Re: [DISCUSS] Releasable trunk and quality

Joshua McKenzie Tue, 02 Nov 2021 08:06:50 -0700

To your point Jacek, I believe in the run up to 4.0 Ekaterina did some
analysis and something like 18% (correct me if I'm wrong here) of the test
failures we were considering "flaky tests" were actual product defects in
the database.
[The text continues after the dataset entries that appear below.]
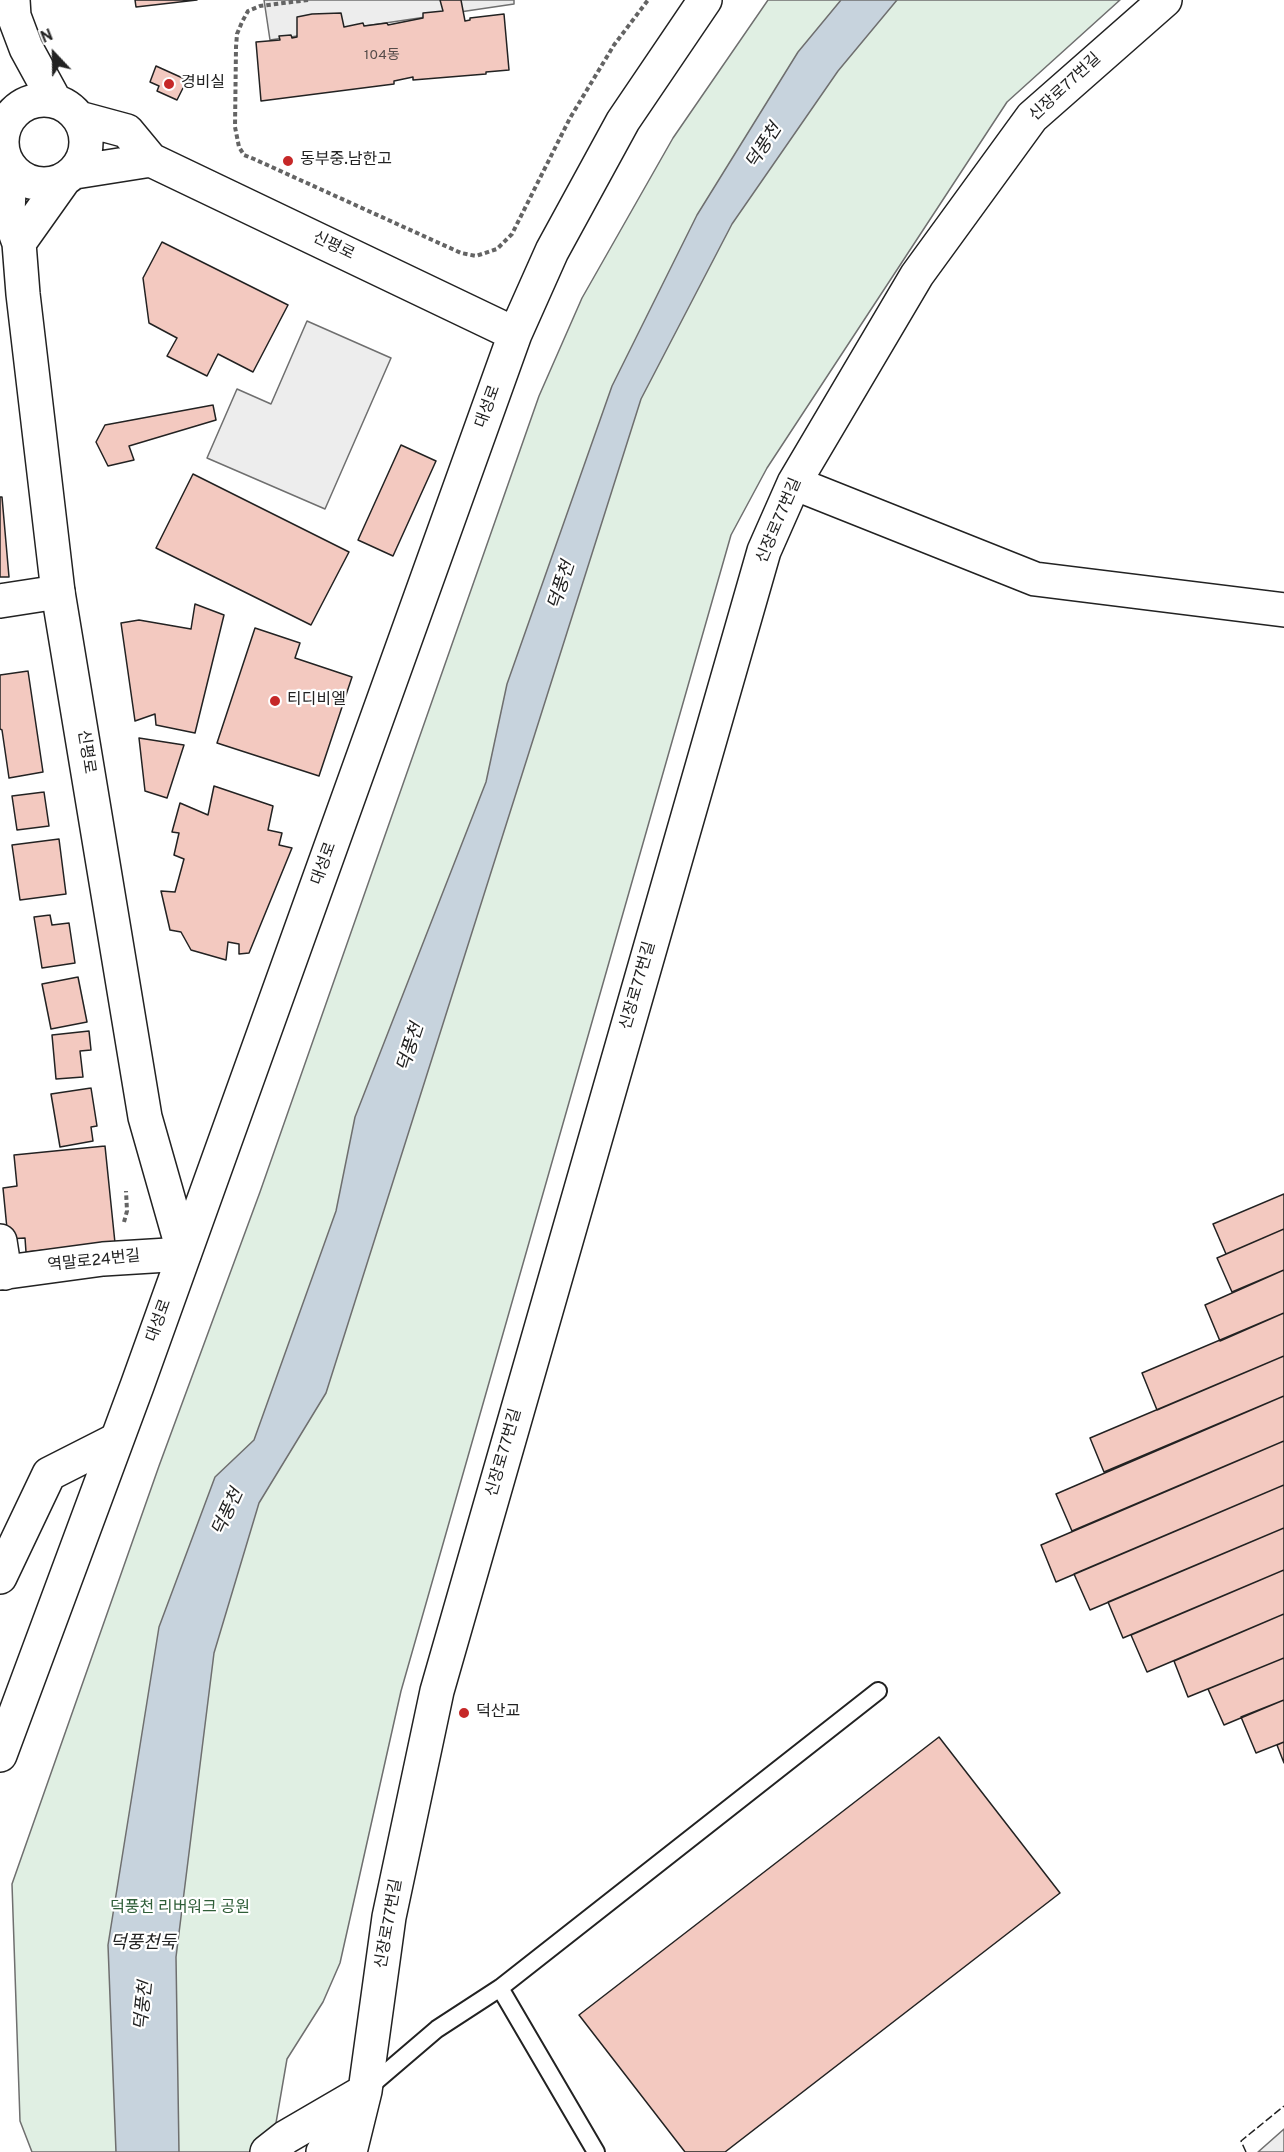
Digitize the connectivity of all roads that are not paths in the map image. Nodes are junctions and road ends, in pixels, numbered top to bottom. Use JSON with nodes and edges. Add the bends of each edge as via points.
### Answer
{"nodes":[{"id":1,"x":13,"y":0,"type":"edge"},
{"id":2,"x":705,"y":0,"type":"edge"},
{"id":3,"x":1164,"y":0,"type":"edge"},
{"id":4,"x":67,"y":109,"type":"junction"},
{"id":5,"x":4,"y":146,"type":"edge"},
{"id":6,"x":151,"y":160,"type":"junction"},
{"id":7,"x":69,"y":176,"type":"junction"},
{"id":8,"x":20,"y":243,"type":"junction"},
{"id":9,"x":515,"y":334,"type":"junction"},
{"id":10,"x":794,"y":483,"type":"junction"},
{"id":11,"x":58,"y":592,"type":"junction"},
{"id":12,"x":0,"y":601,"type":"edge"},
{"id":13,"x":1284,"y":610,"type":"edge"},
{"id":14,"x":184,"y":1254,"type":"junction"},
{"id":15,"x":2,"y":1262,"type":"edge"},
{"id":16,"x":116,"y":1440,"type":"junction"},
{"id":17,"x":0,"y":1577,"type":"edge"},
{"id":18,"x":878,"y":1690,"type":"dead end"},
{"id":19,"x":0,"y":1755,"type":"edge"},
{"id":20,"x":500,"y":1988,"type":"junction"},
{"id":21,"x":365,"y":2091,"type":"junction"},
{"id":22,"x":276,"y":2144,"type":"edge"},
{"id":23,"x":324,"y":2152,"type":"edge"},
{"id":24,"x":350,"y":2152,"type":"edge"},
{"id":25,"x":596,"y":2152,"type":"edge"}],
"edges":[{"from":1,"to":4,"type":"street","via":[[14,16],[26,48]]},
{"from":2,"to":9,"type":"street","name":"대성로","via":[[623,122],[552,251]]},
{"from":3,"to":10,"type":"street","name":"신장로77번길","via":[[1032,117],[917,275]]},
{"from":4,"to":5,"type":"street","via":[[40,100],[26,104],[5,125]]},
{"from":4,"to":6,"type":"street","name":"신평로","via":[[127,131]]},
{"from":4,"to":7,"type":"street","via":[[85,131],[87,145],[83,160]]},
{"from":5,"to":7,"type":"street","via":[[20,178],[48,184]]},
{"from":5,"to":8,"type":"street","name":"신평로","via":[[8,213]]},
{"from":6,"to":7,"type":"street"},
{"from":6,"to":9,"type":"street","name":"신평로"},
{"from":7,"to":8,"type":"street"},
{"from":8,"to":11,"type":"street","name":"신평로"},
{"from":9,"to":14,"type":"street","name":"대성로"},
{"from":10,"to":13,"type":"street","via":[[1035,579]]},
{"from":10,"to":21,"type":"street","name":"신장로77번길","via":[[764,551],[437,1691],[389,1917]]},
{"from":11,"to":12,"type":"street"},
{"from":11,"to":14,"type":"street","name":"신평로","via":[[145,1117]]},
{"from":14,"to":15,"type":"street","name":"역말로24번길"},
{"from":14,"to":16,"type":"street","name":"대성로"},
{"from":16,"to":17,"type":"street","via":[[49,1474]]},
{"from":16,"to":19,"type":"street","name":"대성로"},
{"from":18,"to":20,"type":"lane"},
{"from":20,"to":21,"type":"lane","via":[[437,2029]]},
{"from":20,"to":25,"type":"lane"},
{"from":21,"to":22,"type":"street"},
{"from":21,"to":23,"type":"street"},
{"from":21,"to":24,"type":"street","name":"신장로77번길"}]}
With that in mind, we should be uncomfortable cutting a
release if we have 6 test failures since there's every likelihood one of
them is a surfaced bug.


ensuring our best practices are followed for every merge

I totally agree but I also don't think we have this codified (unless I'm
just completely missing something - very possible! ;)) Seems like we have
different circle configs, different sets of jobs being run, Harry / Hunter
(maybe?) / ?? run on some but not all commits and/or all branches,
manual performance testing on specific releases but nothing surfaced
formally to the project as a reproducible suite like we used to have years
ago (primitive though it was at the time with what it covered).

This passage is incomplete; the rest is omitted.